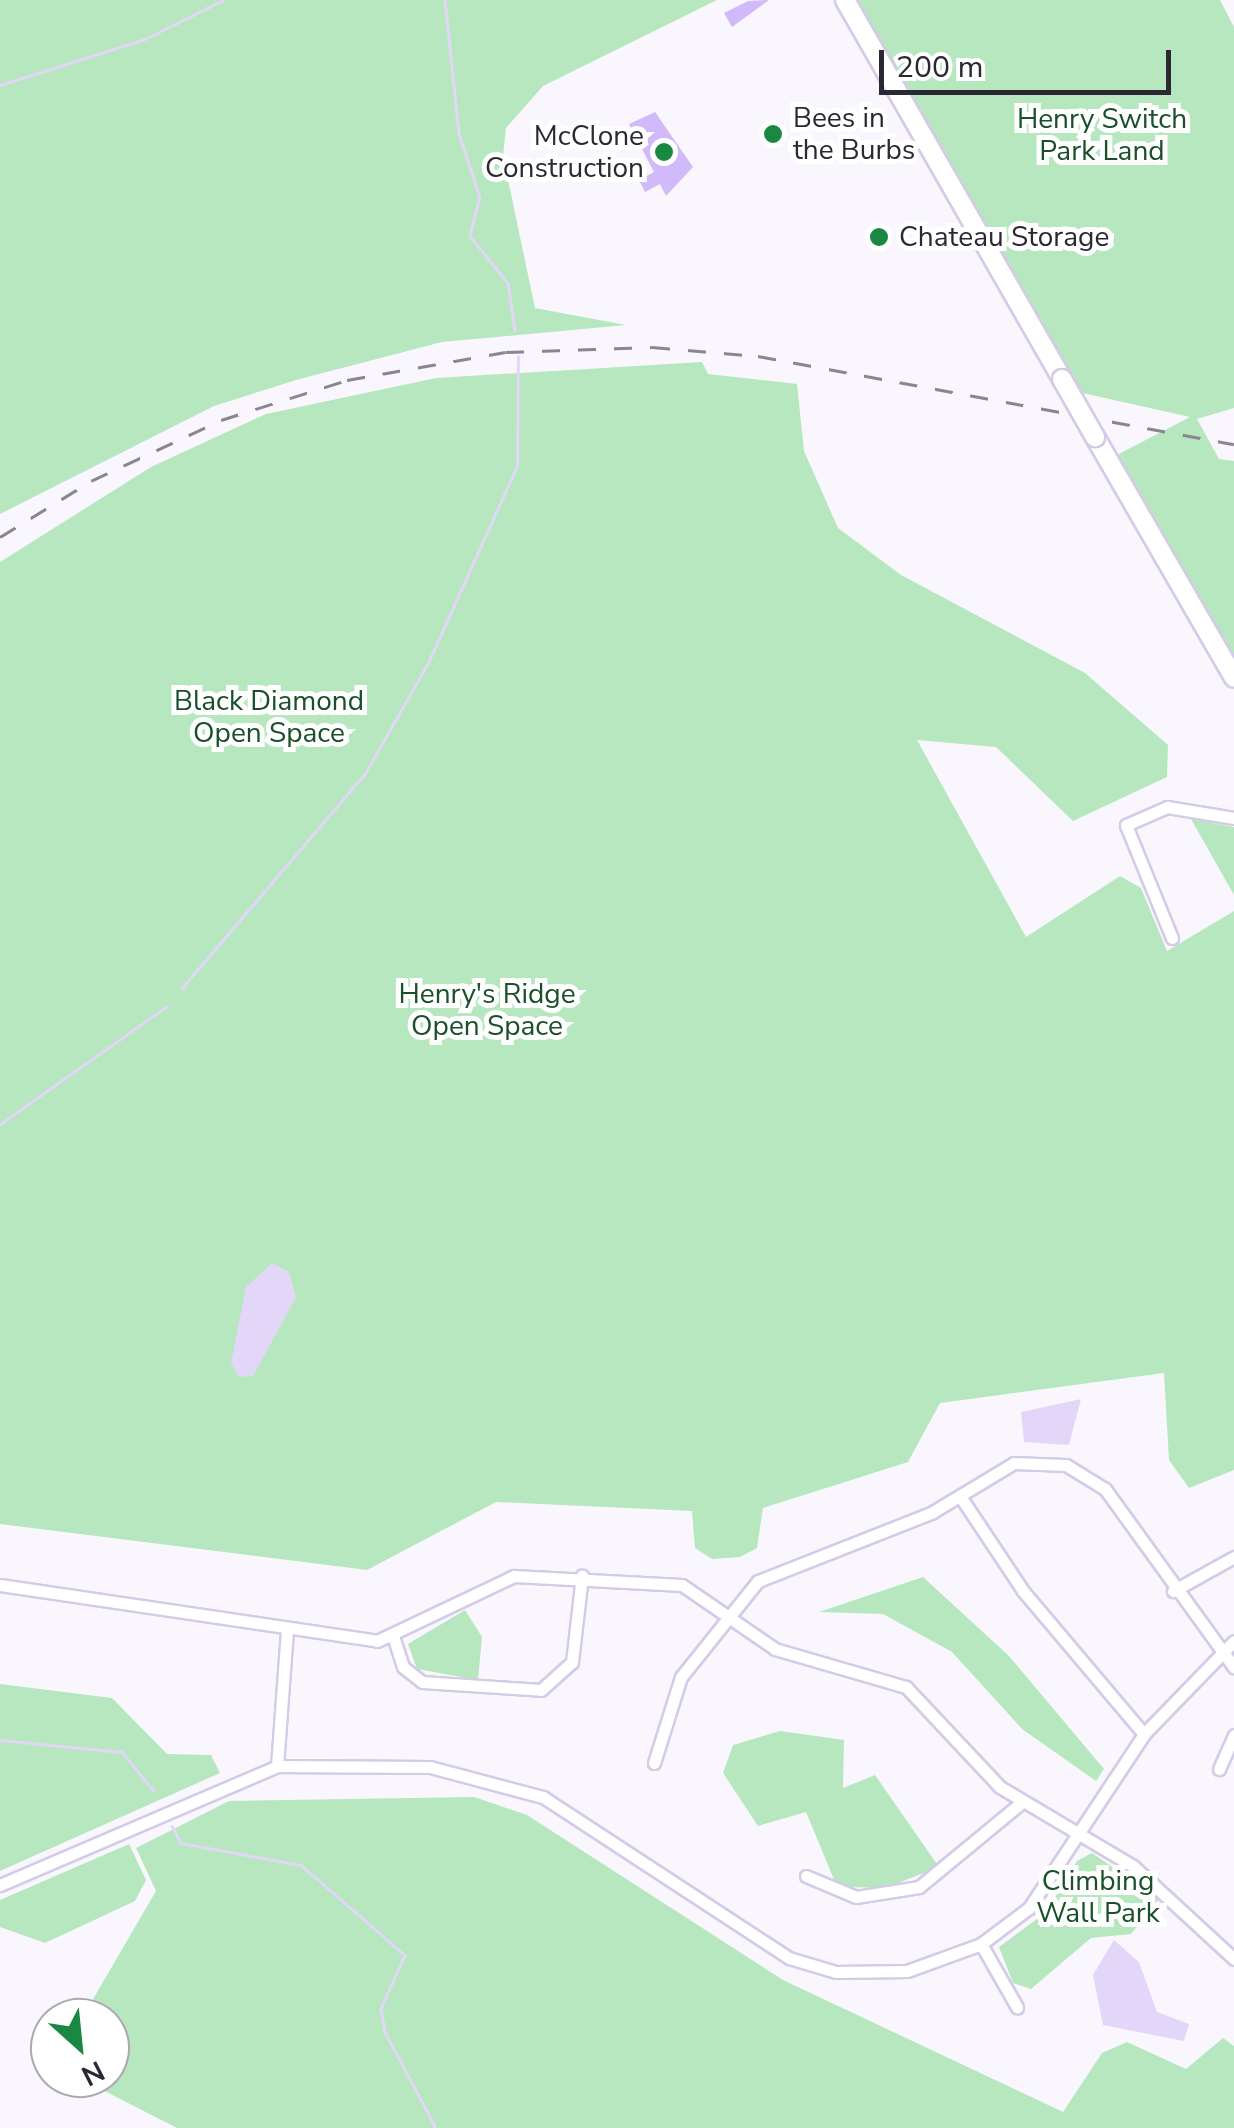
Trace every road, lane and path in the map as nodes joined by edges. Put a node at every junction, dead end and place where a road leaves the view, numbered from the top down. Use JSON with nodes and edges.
{"nodes":[{"id":1,"x":845,"y":0,"type":"edge"},
{"id":2,"x":1234,"y":678,"type":"edge"},
{"id":3,"x":1234,"y":818,"type":"edge"},
{"id":4,"x":1172,"y":938,"type":"dead end"},
{"id":5,"x":960,"y":1496,"type":"junction"},
{"id":6,"x":1234,"y":1556,"type":"edge"},
{"id":7,"x":582,"y":1576,"type":"junction"},
{"id":8,"x":0,"y":1585,"type":"edge"},
{"id":9,"x":1174,"y":1591,"type":"junction"},
{"id":10,"x":730,"y":1612,"type":"junction"},
{"id":11,"x":287,"y":1631,"type":"junction"},
{"id":12,"x":394,"y":1639,"type":"junction"},
{"id":13,"x":1234,"y":1642,"type":"edge"},
{"id":14,"x":1221,"y":1652,"type":"junction"},
{"id":15,"x":1234,"y":1667,"type":"edge"},
{"id":16,"x":1144,"y":1734,"type":"junction"},
{"id":17,"x":1234,"y":1735,"type":"edge"},
{"id":18,"x":654,"y":1763,"type":"dead end"},
{"id":19,"x":277,"y":1766,"type":"junction"},
{"id":20,"x":1219,"y":1769,"type":"dead end"},
{"id":21,"x":1021,"y":1803,"type":"junction"},
{"id":22,"x":1079,"y":1835,"type":"junction"},
{"id":23,"x":806,"y":1876,"type":"dead end"},
{"id":24,"x":0,"y":1884,"type":"edge"},
{"id":25,"x":982,"y":1944,"type":"junction"},
{"id":26,"x":1234,"y":1959,"type":"edge"},
{"id":27,"x":1017,"y":2007,"type":"dead end"}],
"edges":[{"from":1,"to":2,"type":"main road","bridge":true},
{"from":3,"to":4,"type":"street"},
{"from":5,"to":9,"type":"street"},
{"from":5,"to":10,"type":"street"},
{"from":5,"to":16,"type":"street"},
{"from":6,"to":9,"type":"street"},
{"from":7,"to":10,"type":"street"},
{"from":7,"to":12,"type":"street"},
{"from":7,"to":12,"type":"street"},
{"from":8,"to":11,"type":"street"},
{"from":9,"to":14,"type":"street"},
{"from":10,"to":18,"type":"street"},
{"from":10,"to":21,"type":"street"},
{"from":11,"to":12,"type":"street"},
{"from":11,"to":19,"type":"street"},
{"from":13,"to":14,"type":"street"},
{"from":14,"to":15,"type":"street"},
{"from":14,"to":16,"type":"street"},
{"from":16,"to":22,"type":"street"},
{"from":17,"to":20,"type":"street"},
{"from":19,"to":24,"type":"street"},
{"from":19,"to":25,"type":"street"},
{"from":21,"to":22,"type":"street"},
{"from":21,"to":23,"type":"street"},
{"from":22,"to":25,"type":"street"},
{"from":22,"to":26,"type":"street"},
{"from":25,"to":27,"type":"street"}]}
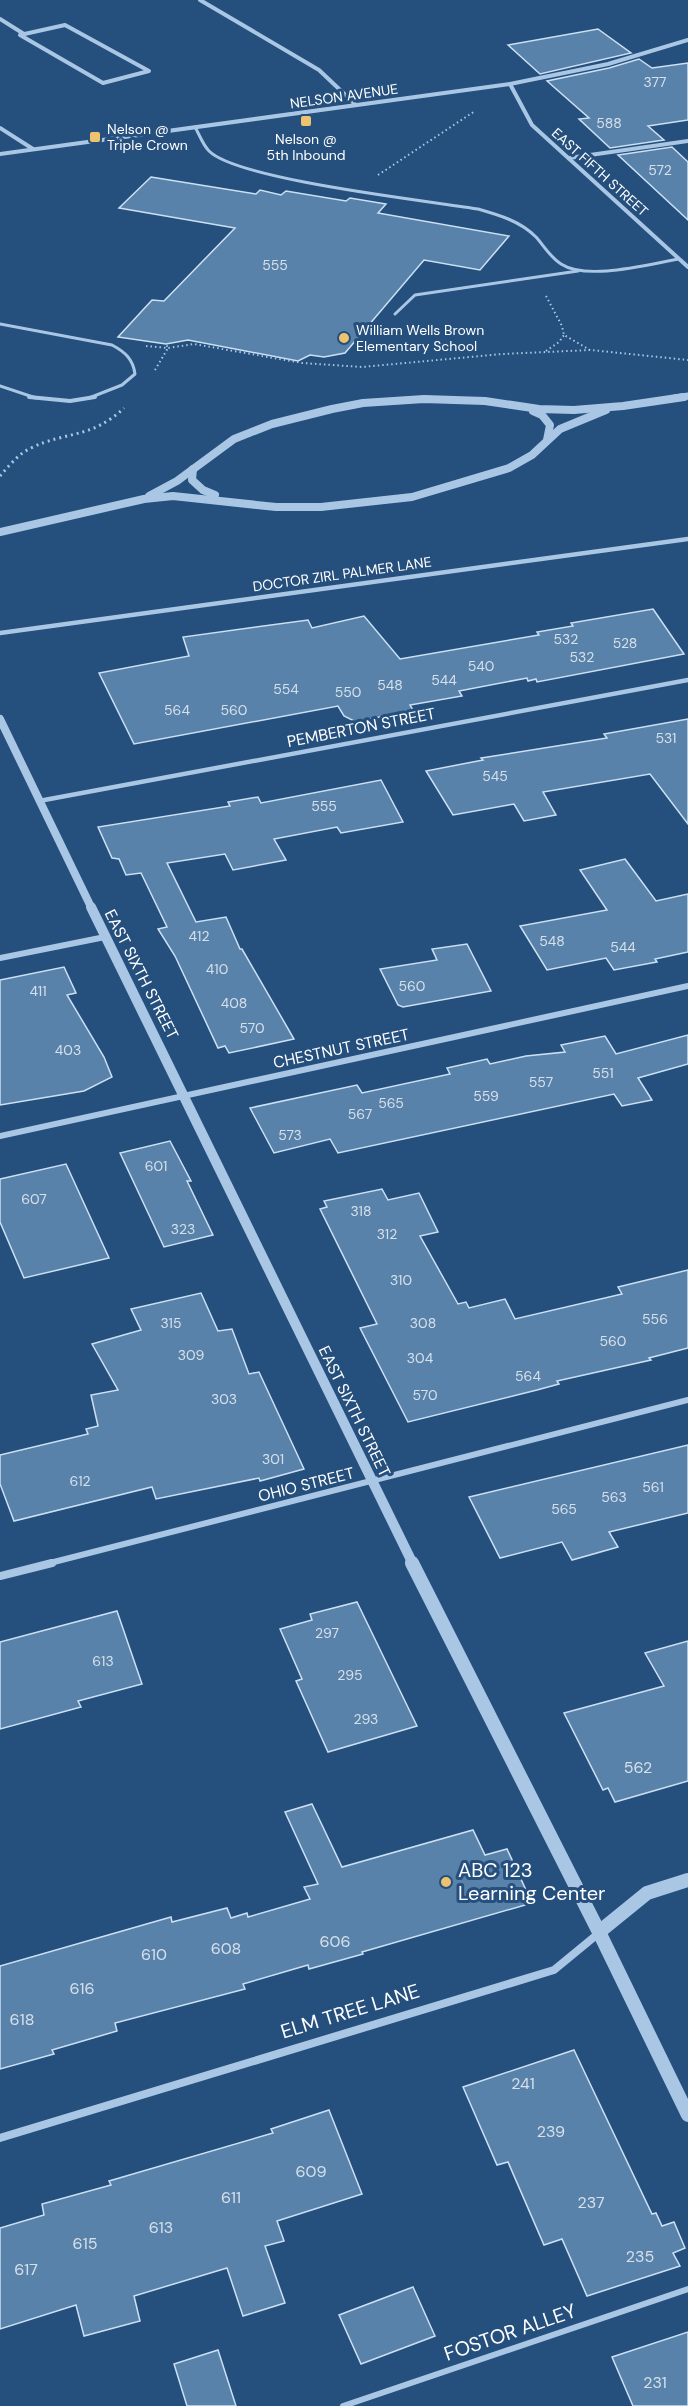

◇ ◇ ◇ ◇ ◇ ◇ ◇

▸ **DIRECTIONS FOR THIS TASK**
The records shown above are to be repeated exactly, with the pictures left out.

▸ **ANSWER FOR THIS EXERCISE**
Trace every road, lane and path in the map as nodes joined by edges. Put a node at every junction, dead end and place where a road leaves the view, numbered from the top down. Use JSON with nodes and edges.
{"nodes":[{"id":1,"x":845,"y":0,"type":"edge"},
{"id":2,"x":1234,"y":678,"type":"edge"},
{"id":3,"x":1234,"y":818,"type":"edge"},
{"id":4,"x":1172,"y":938,"type":"dead end"},
{"id":5,"x":960,"y":1496,"type":"junction"},
{"id":6,"x":1234,"y":1556,"type":"edge"},
{"id":7,"x":582,"y":1576,"type":"junction"},
{"id":8,"x":0,"y":1585,"type":"edge"},
{"id":9,"x":1174,"y":1591,"type":"junction"},
{"id":10,"x":730,"y":1612,"type":"junction"},
{"id":11,"x":287,"y":1631,"type":"junction"},
{"id":12,"x":394,"y":1639,"type":"junction"},
{"id":13,"x":1234,"y":1642,"type":"edge"},
{"id":14,"x":1221,"y":1652,"type":"junction"},
{"id":15,"x":1234,"y":1667,"type":"edge"},
{"id":16,"x":1144,"y":1734,"type":"junction"},
{"id":17,"x":1234,"y":1735,"type":"edge"},
{"id":18,"x":654,"y":1763,"type":"dead end"},
{"id":19,"x":277,"y":1766,"type":"junction"},
{"id":20,"x":1219,"y":1769,"type":"dead end"},
{"id":21,"x":1021,"y":1803,"type":"junction"},
{"id":22,"x":1079,"y":1835,"type":"junction"},
{"id":23,"x":806,"y":1876,"type":"dead end"},
{"id":24,"x":0,"y":1884,"type":"edge"},
{"id":25,"x":982,"y":1944,"type":"junction"},
{"id":26,"x":1234,"y":1959,"type":"edge"},
{"id":27,"x":1017,"y":2007,"type":"dead end"}],
"edges":[{"from":1,"to":2,"type":"main road","bridge":true},
{"from":3,"to":4,"type":"street"},
{"from":5,"to":9,"type":"street"},
{"from":5,"to":10,"type":"street"},
{"from":5,"to":16,"type":"street"},
{"from":6,"to":9,"type":"street"},
{"from":7,"to":10,"type":"street"},
{"from":7,"to":12,"type":"street"},
{"from":7,"to":12,"type":"street"},
{"from":8,"to":11,"type":"street"},
{"from":9,"to":14,"type":"street"},
{"from":10,"to":18,"type":"street"},
{"from":10,"to":21,"type":"street"},
{"from":11,"to":12,"type":"street"},
{"from":11,"to":19,"type":"street"},
{"from":13,"to":14,"type":"street"},
{"from":14,"to":15,"type":"street"},
{"from":14,"to":16,"type":"street"},
{"from":16,"to":22,"type":"street"},
{"from":17,"to":20,"type":"street"},
{"from":19,"to":24,"type":"street"},
{"from":19,"to":25,"type":"street"},
{"from":21,"to":22,"type":"street"},
{"from":21,"to":23,"type":"street"},
{"from":22,"to":25,"type":"street"},
{"from":22,"to":26,"type":"street"},
{"from":25,"to":27,"type":"street"}]}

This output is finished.